The Ruf Turbo Florio is a two-seater sports car produced by German car manufacturer Ruf Automobile. It was unveiled at the 2015 Geneva Motor Show. The name of the car comes from the Targa Florio, a Sicilian road race after which Porsche's targa top cars are also named. The Turbo Florio is based on the Porsche 991 Targa 4 platform, with significant changes made to the body, engine, and structure of the car.

== Specifications ==
=== Powertrain ===
The Turbo Florio is powered by a 3.8 litre twin-turbocharged flat-six engine generating a maximum power output of 474 kW at 6,500 rpm and 835 Nm of torque at 3,000-3,500 rpm.
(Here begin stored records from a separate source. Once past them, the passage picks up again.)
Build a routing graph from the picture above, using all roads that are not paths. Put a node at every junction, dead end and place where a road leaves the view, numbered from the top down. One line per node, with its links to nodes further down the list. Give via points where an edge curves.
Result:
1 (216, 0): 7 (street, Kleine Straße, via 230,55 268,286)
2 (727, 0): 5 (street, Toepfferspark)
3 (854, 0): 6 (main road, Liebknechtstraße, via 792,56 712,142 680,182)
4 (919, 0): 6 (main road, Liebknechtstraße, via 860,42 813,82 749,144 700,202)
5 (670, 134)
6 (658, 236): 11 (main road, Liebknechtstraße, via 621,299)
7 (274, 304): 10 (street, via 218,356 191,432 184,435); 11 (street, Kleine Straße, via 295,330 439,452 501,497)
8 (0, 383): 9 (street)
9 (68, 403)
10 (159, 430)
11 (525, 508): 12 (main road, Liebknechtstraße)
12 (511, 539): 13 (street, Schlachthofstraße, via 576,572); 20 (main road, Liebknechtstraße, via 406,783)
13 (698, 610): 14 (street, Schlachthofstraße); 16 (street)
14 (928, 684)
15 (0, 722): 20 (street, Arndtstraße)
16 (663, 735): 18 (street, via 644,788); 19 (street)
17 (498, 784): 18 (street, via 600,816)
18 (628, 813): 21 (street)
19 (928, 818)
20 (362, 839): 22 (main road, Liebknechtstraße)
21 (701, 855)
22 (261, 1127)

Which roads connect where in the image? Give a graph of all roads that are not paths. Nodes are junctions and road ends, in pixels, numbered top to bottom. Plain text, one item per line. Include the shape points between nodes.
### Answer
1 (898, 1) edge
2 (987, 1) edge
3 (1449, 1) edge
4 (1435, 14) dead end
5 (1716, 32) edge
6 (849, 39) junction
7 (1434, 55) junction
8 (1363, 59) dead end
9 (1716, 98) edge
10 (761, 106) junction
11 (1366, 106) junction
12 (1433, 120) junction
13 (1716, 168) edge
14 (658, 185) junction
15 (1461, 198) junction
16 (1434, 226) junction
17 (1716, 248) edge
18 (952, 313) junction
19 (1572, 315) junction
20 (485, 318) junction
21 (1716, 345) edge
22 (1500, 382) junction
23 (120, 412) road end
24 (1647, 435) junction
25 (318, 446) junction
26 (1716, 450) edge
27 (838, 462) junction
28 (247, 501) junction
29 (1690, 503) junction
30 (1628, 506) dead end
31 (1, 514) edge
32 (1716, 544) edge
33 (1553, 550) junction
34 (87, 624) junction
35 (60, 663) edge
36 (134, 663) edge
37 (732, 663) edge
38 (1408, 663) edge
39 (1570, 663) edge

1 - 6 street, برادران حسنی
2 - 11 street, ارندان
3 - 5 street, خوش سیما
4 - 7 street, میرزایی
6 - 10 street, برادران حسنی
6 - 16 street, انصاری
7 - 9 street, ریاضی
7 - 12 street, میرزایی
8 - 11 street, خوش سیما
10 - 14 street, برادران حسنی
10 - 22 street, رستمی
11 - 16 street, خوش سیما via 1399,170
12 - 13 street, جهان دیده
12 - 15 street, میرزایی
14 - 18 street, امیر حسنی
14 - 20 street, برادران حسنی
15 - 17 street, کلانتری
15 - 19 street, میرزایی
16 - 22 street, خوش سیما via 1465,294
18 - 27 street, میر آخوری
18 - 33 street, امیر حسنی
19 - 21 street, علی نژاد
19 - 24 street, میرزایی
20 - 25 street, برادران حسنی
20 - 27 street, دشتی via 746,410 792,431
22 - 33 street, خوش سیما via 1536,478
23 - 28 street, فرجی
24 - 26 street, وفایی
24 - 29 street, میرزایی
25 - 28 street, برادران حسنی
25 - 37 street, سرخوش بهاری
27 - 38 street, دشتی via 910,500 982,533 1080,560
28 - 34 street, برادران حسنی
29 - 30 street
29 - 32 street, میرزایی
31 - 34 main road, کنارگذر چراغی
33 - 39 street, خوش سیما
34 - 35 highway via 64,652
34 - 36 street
The engine is rear mounted and the car can be configured to have an all-wheel drive or a rear-wheel drive layout.

=== Transmission ===
The Turbo Florio can be equipped with either Porsche's 7-speed PDK transmission or a 6-speed manual transmission.

=== Exterior ===
Changes to the exterior of the Turbo Florio over the standard 911 Targa include an elongated front splitter, air intake ducts on each rear fender, a rear diffuser and a duck tail spoiler on the rear of the car for optimised downforce. The car comes equipped with special 5-spoke Ruf alloy wheels.

== Performance ==
Ruf claims a top speed of 330 kph for the Turbo Florio, which made it the third fastest Ruf automobile of the four models in production at the time, behind the Ruf CTR3 at 380 kph and the Ruf CTR Anniversary at 360 kph.